アニメ聖地巡礼の落とし穴、町おこしの未来

自治体向け情報_聖地巡礼

自治体をより魅力的に見せ、来訪者を増やすにはどうしたらよいか。こう聞くと一昔前は「聖地化」や「ゆるキャラ」と言った声が聞こえた。

そうやって一発逆転を狙ってかつて流行っていたのがキャラクター採用(ゆるキャラ募集)と、アニメ聖地化である。
しかし、今となってはどちらも全盛期より消極的になっている。

それはどうしてか、そしてそれらはまだ活用をする手はあるのだろうか。

目次

聖地とは

現代で聖地といえば、ドラマや映画、アニメや漫画などの作品の舞台となった土地という意味で有名になっている。

その始まりは2007年、「らき☆すた」の聖地となっている埼玉県の鷲宮神社周辺といわれている。

それは偶然に始まったものの、その後は女性向けのゲーム「刀剣乱舞」や音楽ゲーム・アニメ「ラブライブ」などが一世を風靡して聖地化され多くの観光客を呼び、鎌倉市では現代でも何もない日でもスラムダンクの舞台を目当てに、日本のみならず海外からも人が押し寄せている。そうした流れから、2010年代後半からは最初から町おこしの目的でアニメ制作を誘致するなどの事例も現れ始めた。

2010年代は、聖地ブーム、ゆるキャラブームなどでキャラクターから始まる町の活性化が話題となり、2015年前後には自治体や企業主導で地元の集客に活用しようと、いわば商業化狙いに転じていった。

作品類による町おこしがにわかに流行ったのは、大都市や有名観光地でもない土地であっても、一発逆転で有名観光地化して大いに儲かる結果が出ていたことによる。
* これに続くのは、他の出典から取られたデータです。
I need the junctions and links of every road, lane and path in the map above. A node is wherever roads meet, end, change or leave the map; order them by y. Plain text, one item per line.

草津などの有名観光地や、大阪のような大都市でなくても人を呼び寄せることができる。

実際に埼玉県の鷲宮は有名な神社ではあっても、決して年中多くの人が訪れる有名な観光地というほどではなかった。

観光としてはそこまで有名ではない自治体が、経済活性化や人口増加を目論み、アニメなどを利用しようとする流れになるのは、当然といえた。
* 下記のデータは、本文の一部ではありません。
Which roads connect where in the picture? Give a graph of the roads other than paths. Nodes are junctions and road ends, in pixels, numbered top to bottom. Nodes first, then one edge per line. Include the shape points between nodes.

(引用元:「スラムダンク」の踏切 神奈川県鎌倉市の七里ヶ浜周辺 江ノ電『鎌倉高校前駅』)
(引用元:「夏色キセキ」の舞台 静岡県下田市のペリーロード)

失敗のリスク

2000年代後半では、アニメによる町おこしがブームとなっていて、自治体や担当者によっては地元が提案すれば通るという状況にあった。

しかし2010年代の中盤の時点では、アニメによる町おこしに疑問を投げかける、あるいは制止する動きが活発化した。

しかもそれはアニメの市場自体毎年増加傾向にあり、アニメの聖地化による収益がより増大し、ラブライブ(サンシャイン=沼津 2017年)などの大成功が相次いでいた中の出来事である。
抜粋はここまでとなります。